For each record below, set it down exactly but leave out any picture.

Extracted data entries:
╔══

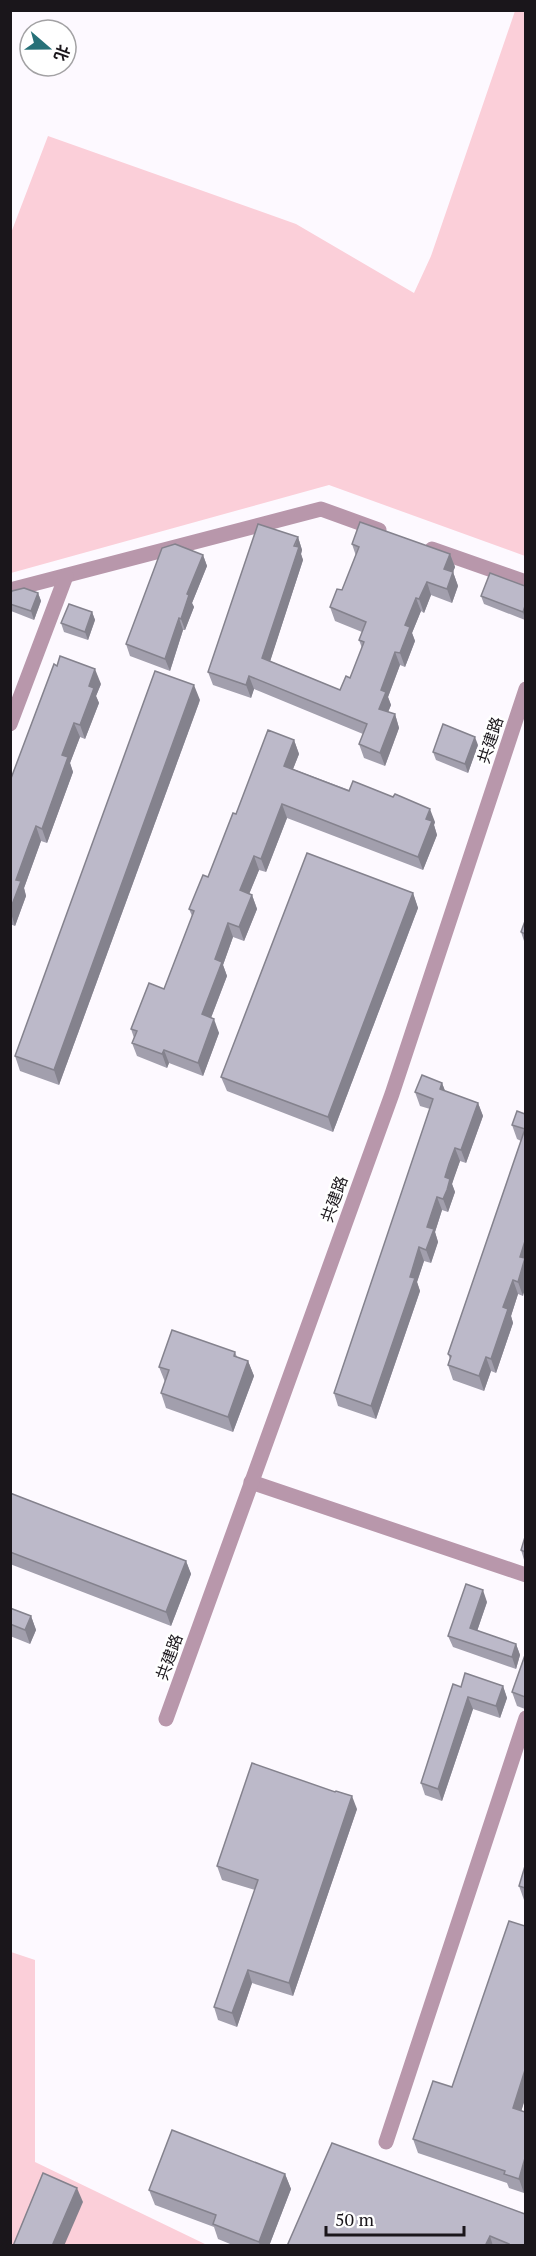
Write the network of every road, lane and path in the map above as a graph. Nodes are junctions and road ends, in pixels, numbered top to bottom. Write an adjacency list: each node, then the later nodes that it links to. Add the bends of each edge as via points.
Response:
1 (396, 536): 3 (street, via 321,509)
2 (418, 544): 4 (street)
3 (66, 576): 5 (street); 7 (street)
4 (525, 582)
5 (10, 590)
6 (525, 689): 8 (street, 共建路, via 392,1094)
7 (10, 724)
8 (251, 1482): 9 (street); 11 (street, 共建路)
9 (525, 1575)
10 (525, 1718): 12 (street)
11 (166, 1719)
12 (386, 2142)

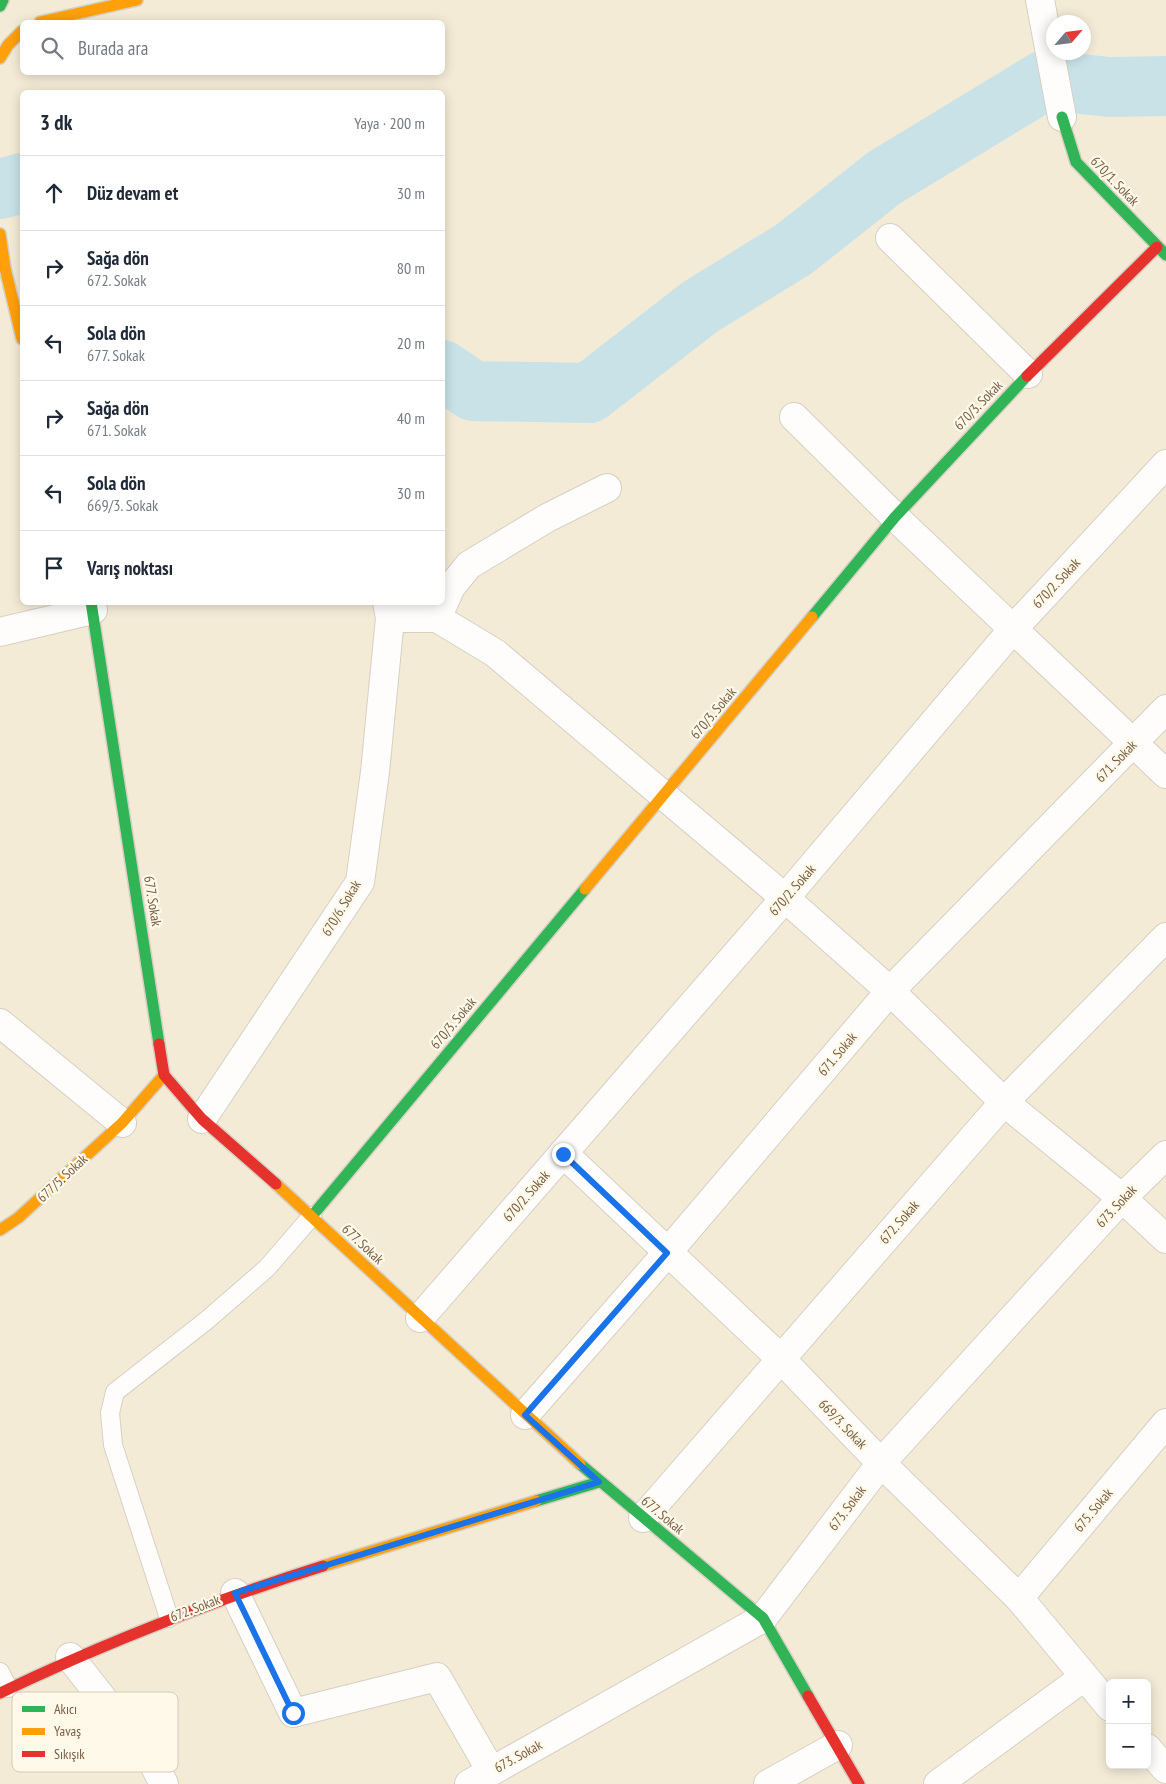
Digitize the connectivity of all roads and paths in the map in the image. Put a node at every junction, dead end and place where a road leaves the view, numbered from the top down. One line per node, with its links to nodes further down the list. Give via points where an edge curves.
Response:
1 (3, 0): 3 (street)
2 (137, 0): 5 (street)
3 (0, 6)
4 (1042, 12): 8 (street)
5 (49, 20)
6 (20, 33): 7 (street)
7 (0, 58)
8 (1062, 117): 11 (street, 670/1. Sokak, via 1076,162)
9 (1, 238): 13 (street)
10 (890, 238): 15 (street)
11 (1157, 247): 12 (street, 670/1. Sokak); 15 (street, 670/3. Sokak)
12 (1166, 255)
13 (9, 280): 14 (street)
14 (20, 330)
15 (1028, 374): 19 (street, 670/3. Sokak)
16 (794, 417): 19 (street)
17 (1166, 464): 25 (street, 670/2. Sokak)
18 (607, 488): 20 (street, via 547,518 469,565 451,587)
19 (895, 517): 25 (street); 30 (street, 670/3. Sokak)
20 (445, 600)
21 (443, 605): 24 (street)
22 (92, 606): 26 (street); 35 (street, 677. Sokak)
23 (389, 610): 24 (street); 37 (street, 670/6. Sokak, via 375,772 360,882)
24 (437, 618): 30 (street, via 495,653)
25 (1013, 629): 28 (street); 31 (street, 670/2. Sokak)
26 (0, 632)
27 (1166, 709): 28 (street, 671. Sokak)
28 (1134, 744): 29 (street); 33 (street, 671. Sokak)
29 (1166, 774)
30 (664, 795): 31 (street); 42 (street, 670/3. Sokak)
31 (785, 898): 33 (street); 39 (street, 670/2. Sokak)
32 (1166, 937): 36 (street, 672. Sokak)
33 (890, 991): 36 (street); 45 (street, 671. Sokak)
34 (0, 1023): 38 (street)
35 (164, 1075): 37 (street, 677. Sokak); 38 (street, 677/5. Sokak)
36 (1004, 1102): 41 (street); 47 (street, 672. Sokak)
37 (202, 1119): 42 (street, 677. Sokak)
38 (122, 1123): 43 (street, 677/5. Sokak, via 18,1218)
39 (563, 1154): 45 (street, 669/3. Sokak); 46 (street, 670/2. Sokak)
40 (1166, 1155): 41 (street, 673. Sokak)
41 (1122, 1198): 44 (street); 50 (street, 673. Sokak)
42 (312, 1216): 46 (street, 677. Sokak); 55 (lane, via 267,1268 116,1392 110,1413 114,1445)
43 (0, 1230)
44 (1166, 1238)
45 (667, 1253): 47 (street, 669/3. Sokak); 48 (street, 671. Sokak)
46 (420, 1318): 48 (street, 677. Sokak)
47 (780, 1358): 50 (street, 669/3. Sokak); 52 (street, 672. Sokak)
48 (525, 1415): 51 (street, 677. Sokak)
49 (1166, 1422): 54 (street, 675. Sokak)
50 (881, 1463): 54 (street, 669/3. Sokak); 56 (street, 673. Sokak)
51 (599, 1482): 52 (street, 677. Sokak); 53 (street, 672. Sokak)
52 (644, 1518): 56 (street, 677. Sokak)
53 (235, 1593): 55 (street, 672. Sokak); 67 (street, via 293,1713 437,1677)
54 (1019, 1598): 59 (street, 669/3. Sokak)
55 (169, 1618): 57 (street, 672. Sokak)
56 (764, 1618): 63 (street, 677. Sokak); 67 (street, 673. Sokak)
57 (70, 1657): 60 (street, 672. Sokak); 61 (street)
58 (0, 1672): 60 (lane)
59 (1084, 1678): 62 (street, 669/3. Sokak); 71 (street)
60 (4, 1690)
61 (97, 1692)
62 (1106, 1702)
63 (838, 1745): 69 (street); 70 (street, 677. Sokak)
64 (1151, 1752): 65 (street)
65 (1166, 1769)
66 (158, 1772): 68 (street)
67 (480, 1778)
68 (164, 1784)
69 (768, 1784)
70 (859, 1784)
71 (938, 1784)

╚══

SOLUTION TO THIS TASK:
Write the network of every road, lane and path in the map above as a graph. Nodes are junctions and road ends, in pixels, numbered top to bottom. Write an adjacency list: each node, then the later nodes that it links to. Add the bends of each edge as via points.
Response:
1 (396, 536): 3 (street, via 321,509)
2 (418, 544): 4 (street)
3 (66, 576): 5 (street); 7 (street)
4 (525, 582)
5 (10, 590)
6 (525, 689): 8 (street, 共建路, via 392,1094)
7 (10, 724)
8 (251, 1482): 9 (street); 11 (street, 共建路)
9 (525, 1575)
10 (525, 1718): 12 (street)
11 (166, 1719)
12 (386, 2142)

Digitize the connectivity of all roads and paths in the map in the image. Put a node at every junction, dead end and place where a road leaves the view, numbered from the top down. One line per node, with its links to nodes further down the list. Give via points where an edge curves.
Response:
1 (3, 0): 3 (street)
2 (137, 0): 5 (street)
3 (0, 6)
4 (1042, 12): 8 (street)
5 (49, 20)
6 (20, 33): 7 (street)
7 (0, 58)
8 (1062, 117): 11 (street, 670/1. Sokak, via 1076,162)
9 (1, 238): 13 (street)
10 (890, 238): 15 (street)
11 (1157, 247): 12 (street, 670/1. Sokak); 15 (street, 670/3. Sokak)
12 (1166, 255)
13 (9, 280): 14 (street)
14 (20, 330)
15 (1028, 374): 19 (street, 670/3. Sokak)
16 (794, 417): 19 (street)
17 (1166, 464): 25 (street, 670/2. Sokak)
18 (607, 488): 20 (street, via 547,518 469,565 451,587)
19 (895, 517): 25 (street); 30 (street, 670/3. Sokak)
20 (445, 600)
21 (443, 605): 24 (street)
22 (92, 606): 26 (street); 35 (street, 677. Sokak)
23 (389, 610): 24 (street); 37 (street, 670/6. Sokak, via 375,772 360,882)
24 (437, 618): 30 (street, via 495,653)
25 (1013, 629): 28 (street); 31 (street, 670/2. Sokak)
26 (0, 632)
27 (1166, 709): 28 (street, 671. Sokak)
28 (1134, 744): 29 (street); 33 (street, 671. Sokak)
29 (1166, 774)
30 (664, 795): 31 (street); 42 (street, 670/3. Sokak)
31 (785, 898): 33 (street); 39 (street, 670/2. Sokak)
32 (1166, 937): 36 (street, 672. Sokak)
33 (890, 991): 36 (street); 45 (street, 671. Sokak)
34 (0, 1023): 38 (street)
35 (164, 1075): 37 (street, 677. Sokak); 38 (street, 677/5. Sokak)
36 (1004, 1102): 41 (street); 47 (street, 672. Sokak)
37 (202, 1119): 42 (street, 677. Sokak)
38 (122, 1123): 43 (street, 677/5. Sokak, via 18,1218)
39 (563, 1154): 45 (street, 669/3. Sokak); 46 (street, 670/2. Sokak)
40 (1166, 1155): 41 (street, 673. Sokak)
41 (1122, 1198): 44 (street); 50 (street, 673. Sokak)
42 (312, 1216): 46 (street, 677. Sokak); 55 (lane, via 267,1268 116,1392 110,1413 114,1445)
43 (0, 1230)
44 (1166, 1238)
45 (667, 1253): 47 (street, 669/3. Sokak); 48 (street, 671. Sokak)
46 (420, 1318): 48 (street, 677. Sokak)
47 (780, 1358): 50 (street, 669/3. Sokak); 52 (street, 672. Sokak)
48 (525, 1415): 51 (street, 677. Sokak)
49 (1166, 1422): 54 (street, 675. Sokak)
50 (881, 1463): 54 (street, 669/3. Sokak); 56 (street, 673. Sokak)
51 (599, 1482): 52 (street, 677. Sokak); 53 (street, 672. Sokak)
52 (644, 1518): 56 (street, 677. Sokak)
53 (235, 1593): 55 (street, 672. Sokak); 67 (street, via 293,1713 437,1677)
54 (1019, 1598): 59 (street, 669/3. Sokak)
55 (169, 1618): 57 (street, 672. Sokak)
56 (764, 1618): 63 (street, 677. Sokak); 67 (street, 673. Sokak)
57 (70, 1657): 60 (street, 672. Sokak); 61 (street)
58 (0, 1672): 60 (lane)
59 (1084, 1678): 62 (street, 669/3. Sokak); 71 (street)
60 (4, 1690)
61 (97, 1692)
62 (1106, 1702)
63 (838, 1745): 69 (street); 70 (street, 677. Sokak)
64 (1151, 1752): 65 (street)
65 (1166, 1769)
66 (158, 1772): 68 (street)
67 (480, 1778)
68 (164, 1784)
69 (768, 1784)
70 (859, 1784)
71 (938, 1784)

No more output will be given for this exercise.